* **Work task**: In which lines of the data does the string "Meggyfa" appear? Copy every one.

* **Dataset excerpts**:
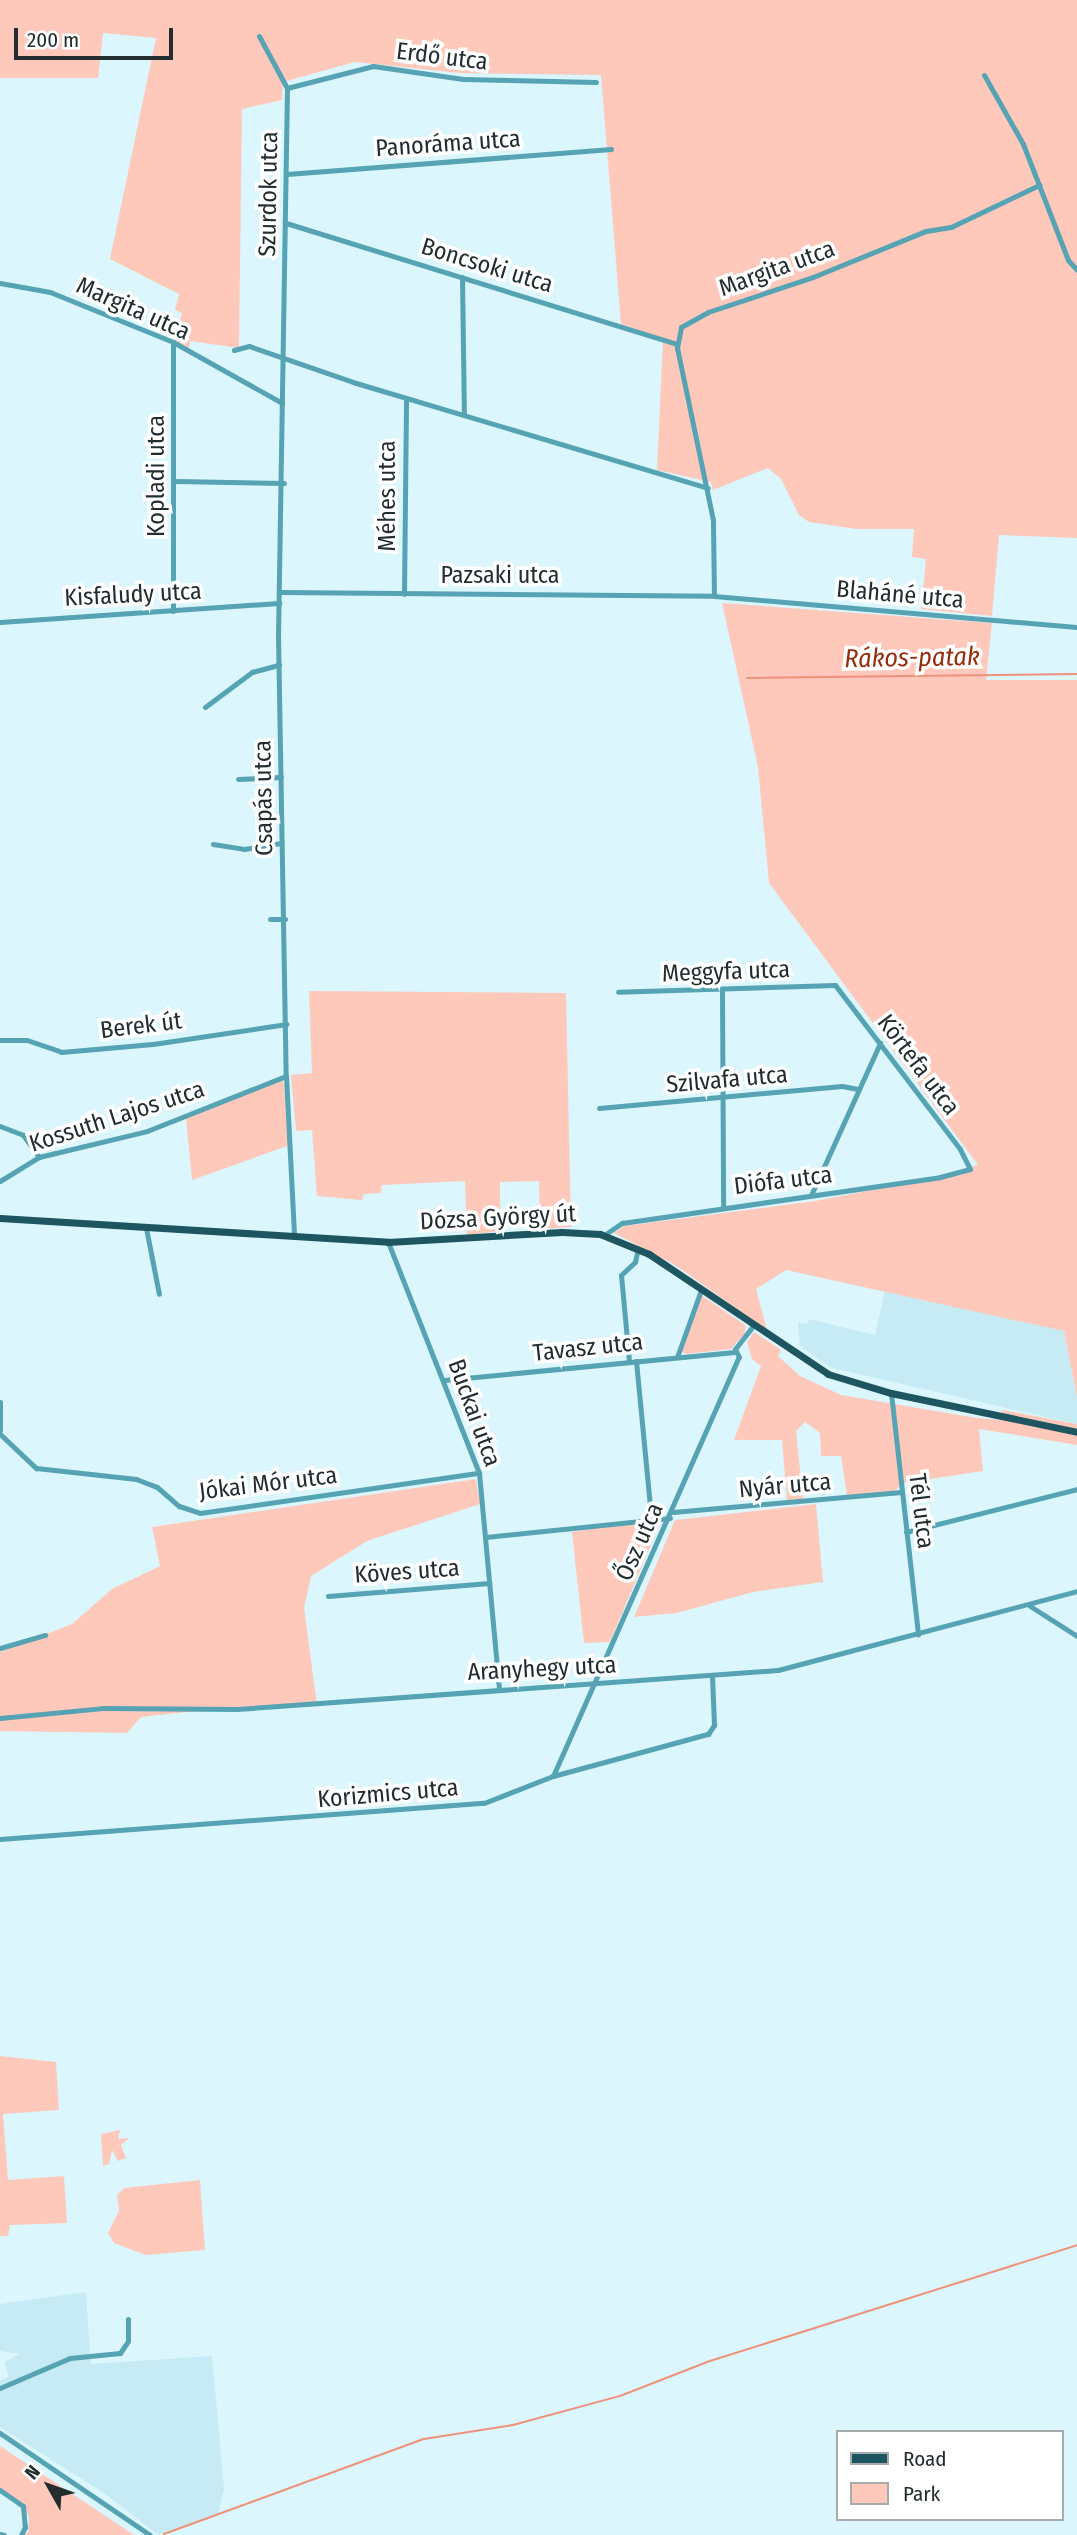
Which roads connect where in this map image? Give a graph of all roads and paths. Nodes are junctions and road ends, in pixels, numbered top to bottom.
1 (259, 36) dead end
2 (984, 75) dead end
3 (596, 82) dead end
4 (287, 88) junction
5 (611, 149) dead end
6 (288, 174) junction
7 (1039, 185) junction
8 (286, 223) junction
9 (1076, 270) edge
10 (462, 277) junction
11 (0, 283) edge
12 (173, 342) junction
13 (676, 344) junction
14 (234, 350) dead end
15 (284, 359) junction
16 (406, 398) junction
17 (282, 403) junction
18 (464, 415) junction
19 (175, 481) junction
20 (284, 483) junction
21 (708, 488) junction
22 (280, 592) junction
23 (404, 594) junction
24 (717, 596) junction
25 (279, 603) junction
26 (268, 604) junction
27 (173, 611) junction
28 (279, 614) junction
29 (0, 622) edge
30 (1077, 627) edge
31 (279, 665) junction
32 (205, 708) dead end
33 (281, 778) junction
34 (238, 779) dead end
35 (282, 843) junction
36 (213, 844) dead end
37 (270, 919) dead end
38 (285, 919) junction
39 (835, 985) joint
40 (722, 991) junction
41 (618, 992) dead end
42 (287, 1024) junction
43 (0, 1040) edge
44 (880, 1043) junction
45 (286, 1076) junction
46 (858, 1089) junction
47 (721, 1099) junction
48 (599, 1108) dead end
49 (0, 1126) edge
50 (39, 1157) junction
51 (970, 1169) joint
52 (0, 1181) edge
53 (812, 1193) junction
54 (723, 1206) junction
55 (0, 1218) edge
56 (146, 1228) junction
57 (295, 1235) junction
58 (604, 1235) junction
59 (388, 1242) junction
60 (638, 1248) junction
61 (701, 1290) junction
62 (159, 1294) dead end
63 (753, 1326) junction
64 (735, 1352) junction
65 (677, 1357) junction
66 (633, 1361) junction
67 (444, 1380) junction
68 (891, 1393) junction
69 (0, 1402) edge
70 (0, 1432) edge
71 (1077, 1432) edge
72 (479, 1473) junction
73 (1077, 1489) edge
74 (901, 1492) junction
75 (671, 1515) junction
76 (651, 1517) junction
77 (906, 1532) junction
78 (486, 1537) junction
79 (489, 1583) junction
80 (1077, 1591) edge
81 (328, 1596) dead end
82 (1030, 1605) junction
83 (918, 1634) junction
84 (45, 1635) dead end
85 (1077, 1636) edge
86 (0, 1648) edge
87 (712, 1675) junction
88 (596, 1684) junction
89 (499, 1688) junction
90 (0, 1718) edge
91 (553, 1776) junction
92 (0, 1839) edge
93 (128, 2319) dead end
94 (0, 2388) edge
95 (0, 2433) edge
96 (0, 2490) edge
97 (21, 2535) edge
98 (150, 2535) edge

1 - 4 street, Szurdok utca
2 - 7 street
3 - 4 street, Erdő utca
4 - 6 street, Szurdok utca
5 - 6 street, Panoráma utca
6 - 8 street, Szurdok utca
7 - 9 street
7 - 13 street, Margita utca
8 - 10 street, Boncsoki utca
8 - 15 street, Szurdok utca
10 - 13 street, Boncsoki utca
10 - 18 street
11 - 12 street, Margita utca
12 - 17 street, Margita utca
12 - 19 street, Kopladi utca
13 - 21 street
14 - 15 street
15 - 16 street
15 - 17 street, Csapás utca
16 - 18 street
16 - 23 street, Méhes utca
17 - 20 street, Csapás utca
18 - 21 street
19 - 20 street
19 - 27 street, Kopladi utca
20 - 22 street, Csapás utca
21 - 24 street
22 - 23 street, Pazsaki utca
22 - 25 street, Csapás utca
23 - 24 street, Pazsaki utca
24 - 30 street, Blaháné utca
25 - 26 street, Kisfaludy utca
25 - 28 street, Csapás utca
26 - 27 street, Kisfaludy utca
26 - 28 street
27 - 29 street, Kisfaludy utca
28 - 31 street, Csapás utca
31 - 32 street
31 - 33 street, Csapás utca
33 - 34 street
33 - 35 street, Csapás utca
35 - 36 street
35 - 38 street, Csapás utca
37 - 38 street
38 - 42 street, Csapás utca
39 - 40 street, Meggyfa utca
39 - 44 street, Körtefa utca
40 - 41 street, Meggyfa utca
40 - 47 street
42 - 43 street, Berek út
42 - 45 street, Csapás utca
44 - 46 street
44 - 51 street, Körtefa utca
45 - 50 street, Kossuth Lajos utca
45 - 57 street, Csapás utca
46 - 47 street, Szilvafa utca
46 - 53 street
47 - 48 street, Szilvafa utca
47 - 54 street
49 - 50 street
50 - 52 street, Kossuth Lajos utca
51 - 53 street, Diófa utca
53 - 54 street, Diófa utca
54 - 58 street, Diófa utca
55 - 56 main road, Dózsa György út
56 - 57 main road, Dózsa György út
56 - 62 street
57 - 59 main road, Dózsa György út
58 - 59 main road, Dózsa György út
58 - 60 main road, Dózsa György út
59 - 67 street, Buckai utca
60 - 61 main road, Dózsa György út
60 - 66 street
61 - 63 main road, Dózsa György út
61 - 65 street
63 - 64 street, Ősz utca
63 - 68 main road, Dózsa György út
64 - 65 street, Tavasz utca
64 - 75 street, Ősz utca
65 - 66 street, Tavasz utca
66 - 67 street, Tavasz utca
66 - 76 street
67 - 72 street, Buckai utca
68 - 71 main road, Dózsa György út
68 - 74 street, Tél utca
69 - 70 street
70 - 72 street, Jókai Mór utca
72 - 78 street, Buckai utca
73 - 77 street
74 - 75 street, Nyár utca
74 - 77 street, Tél utca
75 - 76 street, Nyár utca
75 - 88 street, Ősz utca
76 - 78 street, Nyár utca
77 - 83 street, Tél utca
78 - 79 street, Buckai utca
79 - 81 street, Köves utca
79 - 89 street, Buckai utca
80 - 82 street, Aranyhegy utca
82 - 83 street, Aranyhegy utca
82 - 85 street
83 - 87 street, Aranyhegy utca
84 - 86 street
87 - 88 street, Aranyhegy utca
87 - 91 street, Korizmics utca
88 - 89 street, Aranyhegy utca
88 - 91 street, Ősz utca
89 - 90 street, Aranyhegy utca
91 - 92 street, Korizmics utca
93 - 94 street
95 - 98 street
96 - 97 street

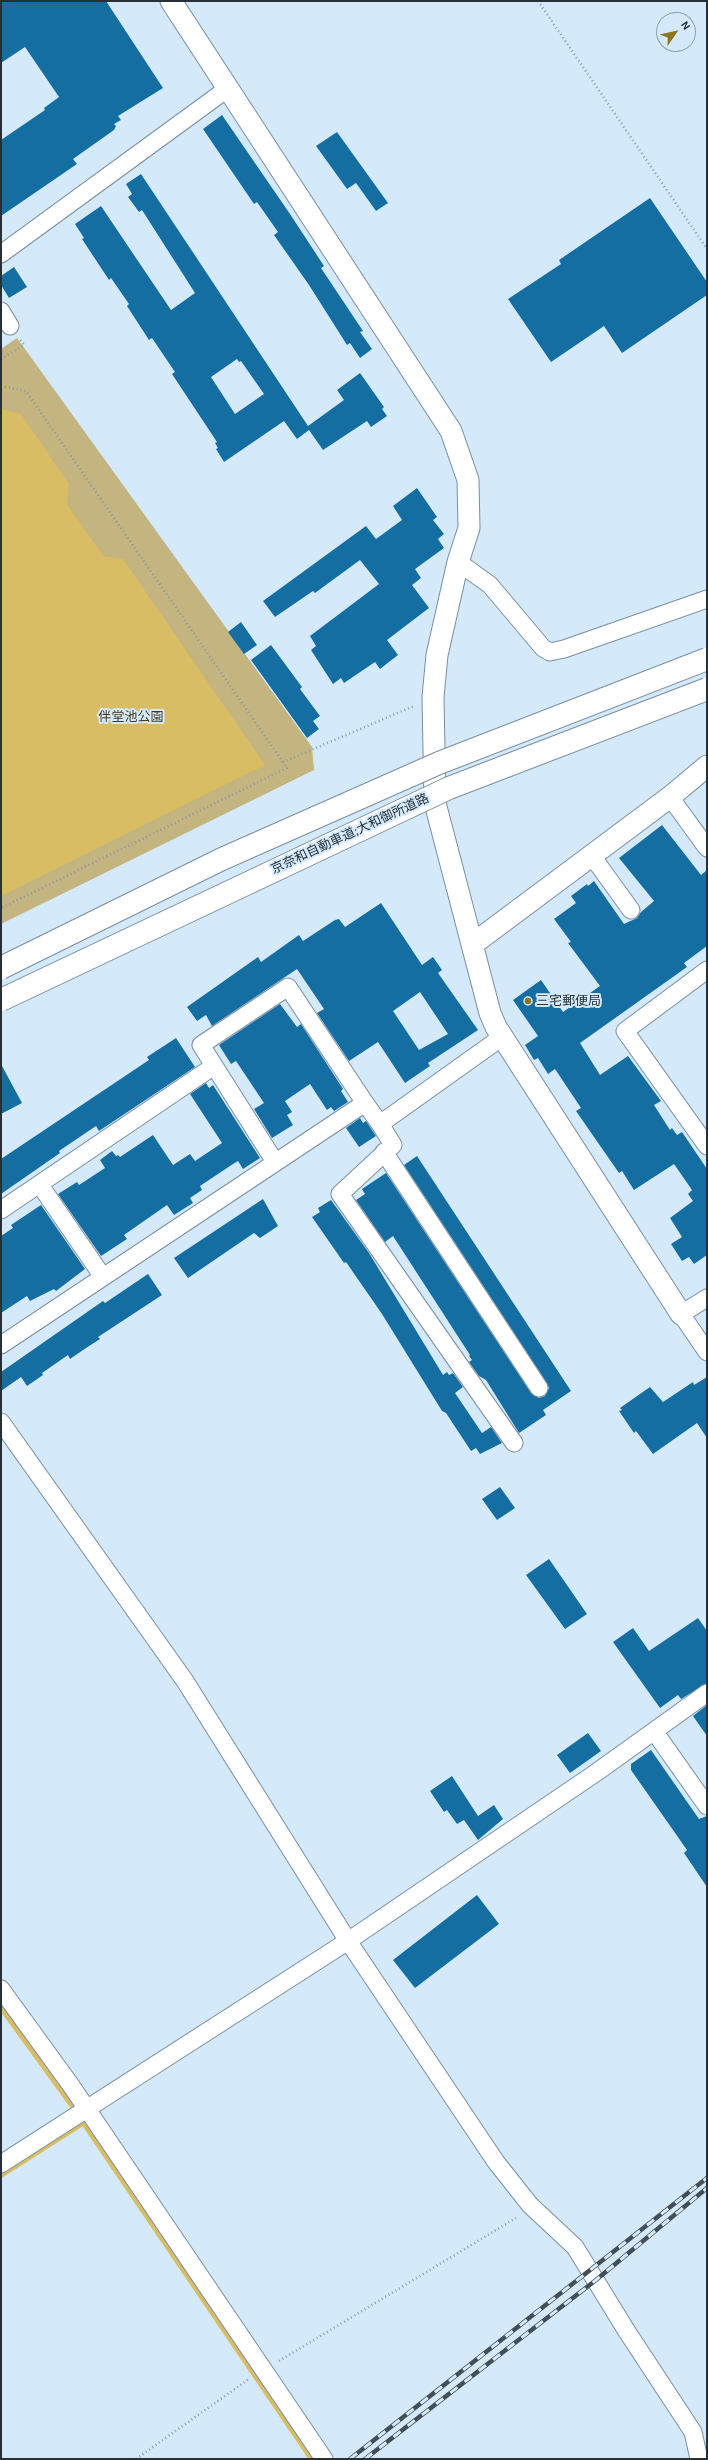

* **Solution to the exercise**:
39 - 40 street, Meggyfa utca
40 - 41 street, Meggyfa utca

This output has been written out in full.